Israel desafia acordo entre EUA e Irã e divulga mapa de território ocupado no Líbano
MUNDO – Israel divulgou nesta quinta-feira (18) um mapa mostrando a área ocupada por suas tropas no sul do Líbano, reforçando a intenção de manter uma zona de segurança dentro do território libanês mesmo após o acordo de paz firmado entre Estados Unidos e Irã.
A publicação ocorreu horas depois de uma ação militar israelense no sul do Líbano e amplia as tensões em torno do entendimento negociado por Washington, que prevê o fim dos confrontos em diferentes frentes da região e o respeito à soberania territorial libanesa.
Israel quer manter zona de segurança no sul do Líbano
Segundo as Forças de Defesa de Israel, o mapa mostra a chamada Zona de Segurança, estabelecida para proteger comunidades do norte do país contra ataques do grupo Hezbollah.
De acordo com o comunicado militar, as tropas israelenses permanecem posicionadas em uma faixa localizada a cerca de 10 quilômetros da fronteira entre os dois países.
“As Forças de Defesa de Israel estão posicionadas na Zona de Segurança, a cerca de 10 km dentro do território libanês, devido a requisitos operacionais”, informou o Exército israelense.
O governo de Israel afirma que a presença militar continuará enquanto houver ameaças à segurança da população da região norte do país.
Acordo entre EUA e Irã prevê respeito à soberania do Líbano
O acordo firmado entre Estados Unidos e Irã na quarta-feira (17) estabelece o encerramento das hostilidades em diferentes áreas do Oriente Médio e prevê garantias de integridade territorial e soberania para o Líbano.
Apesar disso, o primeiro-ministro israelense, Benjamin Netanyahu, tem rejeitado pedidos do presidente dos Estados Unidos, Donald Trump, para a retirada das tropas israelenses do território libanês e a suspensão dos bombardeios.
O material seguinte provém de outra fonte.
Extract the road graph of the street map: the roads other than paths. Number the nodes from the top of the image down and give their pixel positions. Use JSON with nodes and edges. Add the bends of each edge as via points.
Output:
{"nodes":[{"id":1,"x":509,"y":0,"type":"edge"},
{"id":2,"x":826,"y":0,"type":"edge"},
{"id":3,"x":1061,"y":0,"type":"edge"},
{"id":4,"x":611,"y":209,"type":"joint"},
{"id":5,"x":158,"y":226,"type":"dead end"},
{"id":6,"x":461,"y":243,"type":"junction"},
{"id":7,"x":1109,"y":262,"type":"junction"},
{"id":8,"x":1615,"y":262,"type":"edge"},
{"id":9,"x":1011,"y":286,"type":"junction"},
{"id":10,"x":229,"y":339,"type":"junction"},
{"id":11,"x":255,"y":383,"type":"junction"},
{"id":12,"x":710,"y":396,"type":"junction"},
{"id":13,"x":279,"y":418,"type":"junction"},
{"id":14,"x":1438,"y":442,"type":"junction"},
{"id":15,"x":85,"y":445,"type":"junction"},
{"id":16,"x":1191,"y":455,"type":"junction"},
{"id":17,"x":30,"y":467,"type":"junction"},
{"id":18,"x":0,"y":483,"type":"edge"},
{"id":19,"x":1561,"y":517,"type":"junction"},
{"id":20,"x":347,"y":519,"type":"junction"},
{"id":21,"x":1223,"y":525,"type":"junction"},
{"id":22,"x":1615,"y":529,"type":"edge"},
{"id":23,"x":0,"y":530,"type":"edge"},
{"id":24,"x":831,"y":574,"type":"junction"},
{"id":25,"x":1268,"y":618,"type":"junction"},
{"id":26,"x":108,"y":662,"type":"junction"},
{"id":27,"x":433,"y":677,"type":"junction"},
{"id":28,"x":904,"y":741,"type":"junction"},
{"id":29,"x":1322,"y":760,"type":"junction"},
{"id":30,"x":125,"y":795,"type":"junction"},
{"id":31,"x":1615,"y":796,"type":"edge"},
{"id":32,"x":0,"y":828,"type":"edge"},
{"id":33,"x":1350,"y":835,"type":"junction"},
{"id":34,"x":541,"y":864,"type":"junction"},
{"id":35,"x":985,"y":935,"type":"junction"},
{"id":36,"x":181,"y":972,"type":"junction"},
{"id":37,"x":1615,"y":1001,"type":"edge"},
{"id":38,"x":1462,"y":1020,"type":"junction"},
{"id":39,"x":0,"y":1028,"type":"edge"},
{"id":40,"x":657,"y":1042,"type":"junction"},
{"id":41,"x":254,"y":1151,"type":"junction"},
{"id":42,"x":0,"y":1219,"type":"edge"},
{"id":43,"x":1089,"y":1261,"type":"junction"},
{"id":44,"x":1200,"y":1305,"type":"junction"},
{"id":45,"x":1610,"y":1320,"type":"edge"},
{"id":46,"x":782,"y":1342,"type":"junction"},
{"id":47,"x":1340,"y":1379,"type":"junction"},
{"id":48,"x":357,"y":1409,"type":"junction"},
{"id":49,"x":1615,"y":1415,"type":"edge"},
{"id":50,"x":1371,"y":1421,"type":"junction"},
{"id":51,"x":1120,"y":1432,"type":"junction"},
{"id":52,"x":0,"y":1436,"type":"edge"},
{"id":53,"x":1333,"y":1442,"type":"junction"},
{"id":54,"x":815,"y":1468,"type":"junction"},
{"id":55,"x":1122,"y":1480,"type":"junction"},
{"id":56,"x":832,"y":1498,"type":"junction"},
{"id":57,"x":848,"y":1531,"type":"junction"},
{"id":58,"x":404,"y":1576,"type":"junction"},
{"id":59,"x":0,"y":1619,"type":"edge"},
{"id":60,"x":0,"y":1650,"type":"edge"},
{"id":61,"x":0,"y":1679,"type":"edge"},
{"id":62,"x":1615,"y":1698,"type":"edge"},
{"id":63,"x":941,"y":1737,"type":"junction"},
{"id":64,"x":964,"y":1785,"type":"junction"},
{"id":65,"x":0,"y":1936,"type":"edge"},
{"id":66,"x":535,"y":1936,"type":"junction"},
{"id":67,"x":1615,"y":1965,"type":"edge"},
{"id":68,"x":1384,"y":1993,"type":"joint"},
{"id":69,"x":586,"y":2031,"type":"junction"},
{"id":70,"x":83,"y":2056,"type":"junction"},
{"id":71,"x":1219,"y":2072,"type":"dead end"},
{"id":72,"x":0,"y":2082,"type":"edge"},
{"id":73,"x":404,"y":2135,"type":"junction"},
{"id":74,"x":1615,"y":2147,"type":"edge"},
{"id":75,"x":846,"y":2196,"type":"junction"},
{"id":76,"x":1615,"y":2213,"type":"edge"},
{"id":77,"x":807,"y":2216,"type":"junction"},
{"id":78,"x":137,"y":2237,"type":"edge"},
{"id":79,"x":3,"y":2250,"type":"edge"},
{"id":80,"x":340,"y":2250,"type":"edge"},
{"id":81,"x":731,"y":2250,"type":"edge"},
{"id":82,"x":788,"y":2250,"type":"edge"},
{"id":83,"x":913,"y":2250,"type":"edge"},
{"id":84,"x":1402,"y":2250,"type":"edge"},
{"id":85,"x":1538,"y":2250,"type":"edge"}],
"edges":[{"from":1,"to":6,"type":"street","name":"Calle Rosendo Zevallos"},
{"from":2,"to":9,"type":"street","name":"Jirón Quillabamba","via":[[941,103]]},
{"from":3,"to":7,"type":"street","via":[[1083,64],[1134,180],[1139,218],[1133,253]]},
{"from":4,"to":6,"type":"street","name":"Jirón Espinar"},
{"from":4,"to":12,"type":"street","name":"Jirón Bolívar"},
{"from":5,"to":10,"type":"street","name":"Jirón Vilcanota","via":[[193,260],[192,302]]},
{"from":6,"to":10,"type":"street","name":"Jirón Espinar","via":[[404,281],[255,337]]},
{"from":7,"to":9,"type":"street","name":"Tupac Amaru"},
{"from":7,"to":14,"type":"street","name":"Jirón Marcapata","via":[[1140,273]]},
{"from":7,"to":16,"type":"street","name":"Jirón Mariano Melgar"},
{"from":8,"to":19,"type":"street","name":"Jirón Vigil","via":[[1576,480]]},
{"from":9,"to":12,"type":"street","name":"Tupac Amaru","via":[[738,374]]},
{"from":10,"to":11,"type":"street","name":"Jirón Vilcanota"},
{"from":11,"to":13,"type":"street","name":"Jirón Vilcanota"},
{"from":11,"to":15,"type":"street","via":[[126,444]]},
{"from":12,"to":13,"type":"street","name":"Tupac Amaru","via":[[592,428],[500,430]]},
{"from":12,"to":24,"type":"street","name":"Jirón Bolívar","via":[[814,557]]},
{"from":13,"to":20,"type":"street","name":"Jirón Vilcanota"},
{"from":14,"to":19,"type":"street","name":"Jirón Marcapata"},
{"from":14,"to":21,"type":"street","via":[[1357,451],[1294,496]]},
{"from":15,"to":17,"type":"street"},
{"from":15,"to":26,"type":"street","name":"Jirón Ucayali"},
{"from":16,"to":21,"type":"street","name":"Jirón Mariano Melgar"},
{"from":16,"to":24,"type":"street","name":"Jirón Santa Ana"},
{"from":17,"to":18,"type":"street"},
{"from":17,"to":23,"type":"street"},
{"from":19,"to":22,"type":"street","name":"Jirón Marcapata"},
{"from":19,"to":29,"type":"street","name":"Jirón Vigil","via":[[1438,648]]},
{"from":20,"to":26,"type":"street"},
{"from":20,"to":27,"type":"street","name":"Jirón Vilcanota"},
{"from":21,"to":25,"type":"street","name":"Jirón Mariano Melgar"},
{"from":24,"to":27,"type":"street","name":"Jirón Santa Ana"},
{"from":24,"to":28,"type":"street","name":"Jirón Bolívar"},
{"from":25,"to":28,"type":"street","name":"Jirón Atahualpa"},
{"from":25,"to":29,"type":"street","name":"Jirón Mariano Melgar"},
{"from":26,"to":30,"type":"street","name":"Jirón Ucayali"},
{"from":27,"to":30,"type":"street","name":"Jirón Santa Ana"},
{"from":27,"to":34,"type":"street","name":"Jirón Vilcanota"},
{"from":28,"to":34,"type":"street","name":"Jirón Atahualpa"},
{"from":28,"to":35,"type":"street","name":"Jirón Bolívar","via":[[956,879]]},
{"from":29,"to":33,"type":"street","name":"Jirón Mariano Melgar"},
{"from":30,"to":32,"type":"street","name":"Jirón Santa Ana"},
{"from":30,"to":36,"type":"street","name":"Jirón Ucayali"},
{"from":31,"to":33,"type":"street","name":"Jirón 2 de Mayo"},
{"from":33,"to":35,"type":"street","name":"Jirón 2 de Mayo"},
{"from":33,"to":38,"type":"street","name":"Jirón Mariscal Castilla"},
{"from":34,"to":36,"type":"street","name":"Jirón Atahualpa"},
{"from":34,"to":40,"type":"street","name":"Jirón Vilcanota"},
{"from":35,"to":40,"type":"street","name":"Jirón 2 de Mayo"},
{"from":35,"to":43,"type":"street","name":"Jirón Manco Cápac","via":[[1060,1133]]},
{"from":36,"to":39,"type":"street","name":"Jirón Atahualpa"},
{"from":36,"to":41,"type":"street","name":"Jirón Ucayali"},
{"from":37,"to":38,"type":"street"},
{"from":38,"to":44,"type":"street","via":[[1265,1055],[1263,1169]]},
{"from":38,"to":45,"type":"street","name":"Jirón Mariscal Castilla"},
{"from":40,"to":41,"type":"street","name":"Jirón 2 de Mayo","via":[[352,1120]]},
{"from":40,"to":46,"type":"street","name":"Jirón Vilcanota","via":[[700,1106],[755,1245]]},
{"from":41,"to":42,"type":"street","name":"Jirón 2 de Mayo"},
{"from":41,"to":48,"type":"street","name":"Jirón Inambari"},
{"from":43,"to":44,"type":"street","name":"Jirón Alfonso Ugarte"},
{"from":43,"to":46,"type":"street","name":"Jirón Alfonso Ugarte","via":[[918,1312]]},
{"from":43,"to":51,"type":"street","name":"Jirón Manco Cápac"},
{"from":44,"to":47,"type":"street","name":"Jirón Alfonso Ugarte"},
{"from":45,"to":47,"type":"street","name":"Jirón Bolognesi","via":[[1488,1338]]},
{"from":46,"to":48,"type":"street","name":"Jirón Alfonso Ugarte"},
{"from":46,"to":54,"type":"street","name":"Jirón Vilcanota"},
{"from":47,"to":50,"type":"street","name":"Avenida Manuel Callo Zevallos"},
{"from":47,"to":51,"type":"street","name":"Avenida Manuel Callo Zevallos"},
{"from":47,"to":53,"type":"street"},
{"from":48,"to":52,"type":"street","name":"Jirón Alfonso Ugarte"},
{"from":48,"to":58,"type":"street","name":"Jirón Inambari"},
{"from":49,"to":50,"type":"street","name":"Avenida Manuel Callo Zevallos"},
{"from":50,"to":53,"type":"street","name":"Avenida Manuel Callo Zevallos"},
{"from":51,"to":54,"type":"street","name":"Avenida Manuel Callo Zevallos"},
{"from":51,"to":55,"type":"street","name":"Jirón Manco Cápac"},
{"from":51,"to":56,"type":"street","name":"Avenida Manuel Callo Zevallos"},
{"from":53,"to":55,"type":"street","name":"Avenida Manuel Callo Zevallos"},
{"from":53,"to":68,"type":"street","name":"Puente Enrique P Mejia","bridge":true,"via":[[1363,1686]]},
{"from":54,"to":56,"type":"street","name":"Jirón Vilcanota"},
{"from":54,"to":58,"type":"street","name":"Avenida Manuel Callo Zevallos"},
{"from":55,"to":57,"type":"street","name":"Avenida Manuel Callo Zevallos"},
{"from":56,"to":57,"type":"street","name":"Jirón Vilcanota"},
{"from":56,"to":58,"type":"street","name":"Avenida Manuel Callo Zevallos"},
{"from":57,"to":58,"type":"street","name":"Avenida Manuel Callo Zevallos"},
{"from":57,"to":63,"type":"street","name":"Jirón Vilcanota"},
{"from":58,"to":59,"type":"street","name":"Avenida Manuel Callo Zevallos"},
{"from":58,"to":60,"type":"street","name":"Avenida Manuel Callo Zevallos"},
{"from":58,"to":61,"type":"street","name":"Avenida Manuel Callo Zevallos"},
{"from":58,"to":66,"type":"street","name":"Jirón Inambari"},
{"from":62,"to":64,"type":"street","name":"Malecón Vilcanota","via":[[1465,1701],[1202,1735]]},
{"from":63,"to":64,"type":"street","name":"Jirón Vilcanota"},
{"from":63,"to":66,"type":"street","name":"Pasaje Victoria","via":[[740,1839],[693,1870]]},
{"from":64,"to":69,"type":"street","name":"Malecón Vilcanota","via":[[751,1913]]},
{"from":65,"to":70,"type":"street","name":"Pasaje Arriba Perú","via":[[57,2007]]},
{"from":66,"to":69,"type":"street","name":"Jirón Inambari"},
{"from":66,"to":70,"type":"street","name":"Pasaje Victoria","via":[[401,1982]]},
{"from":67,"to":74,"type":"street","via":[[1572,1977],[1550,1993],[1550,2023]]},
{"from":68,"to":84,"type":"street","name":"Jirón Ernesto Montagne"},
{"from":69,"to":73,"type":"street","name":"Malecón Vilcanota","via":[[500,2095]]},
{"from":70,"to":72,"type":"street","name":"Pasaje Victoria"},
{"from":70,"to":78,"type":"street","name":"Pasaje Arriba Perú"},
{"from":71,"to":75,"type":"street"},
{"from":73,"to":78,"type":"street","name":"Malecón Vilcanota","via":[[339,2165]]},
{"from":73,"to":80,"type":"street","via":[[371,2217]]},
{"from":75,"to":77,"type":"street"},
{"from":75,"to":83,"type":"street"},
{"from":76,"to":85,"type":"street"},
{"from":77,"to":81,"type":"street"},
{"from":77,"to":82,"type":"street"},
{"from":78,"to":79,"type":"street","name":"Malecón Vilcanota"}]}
Negociações entre Israel e Estados Unidos seguem difíceis
Autoridades israelenses ouvidas pela agência Reuters afirmaram que continuam as negociações entre Israel e Estados Unidos sobre a manutenção das tropas no sul do Líbano.
Segundo as fontes, as conversas têm sido difíceis e o governo israelense considera que o acordo negociado por Washington não atende plenamente às preocupações do país em relação ao programa nuclear iraniano e à atuação do Hezbollah.
As autoridades também indicaram que Israel não pretende recuar da posição de manter forças militares mobilizadas na região.
Divergências entre Trump e Netanyahu vieram a público
Nos últimos dias, as divergências entre Donald Trump e Benjamin Netanyahu tornaram-se mais evidentes.
O presidente norte-americano admitiu ter discutido com o premiê israelense sobre a condução das operações militares no Líbano. Trump também criticou ataques realizados em áreas urbanas de Beirute e demonstrou insatisfação com a continuidade das ofensivas.
Em declarações recentes, o líder dos Estados Unidos chegou a sugerir alternativas para conter o Hezbollah sem ampliar os danos à população civil.
Hezbollah permanece no centro da disputa
A justificativa apresentada por Israel para a manutenção da zona de segurança está relacionada à atuação do Hezbollah, grupo político e militar apoiado pelo Irã e considerado uma das principais ameaças à segurança israelense.
Enquanto o governo israelense defende a continuidade da presença militar no sul do Líbano, setores da comunidade internacional acompanham com atenção os desdobramentos do acordo de paz e as negociações em curso entre Washington, Teerã e Tel Aviv.
A divulgação do mapa evidencia que a implementação do acordo ainda enfrenta obstáculos e que as tensões envolvendo Israel, Líbano, Irã e Estados Unidos continuam influenciando o cenário político e militar do Oriente Médio.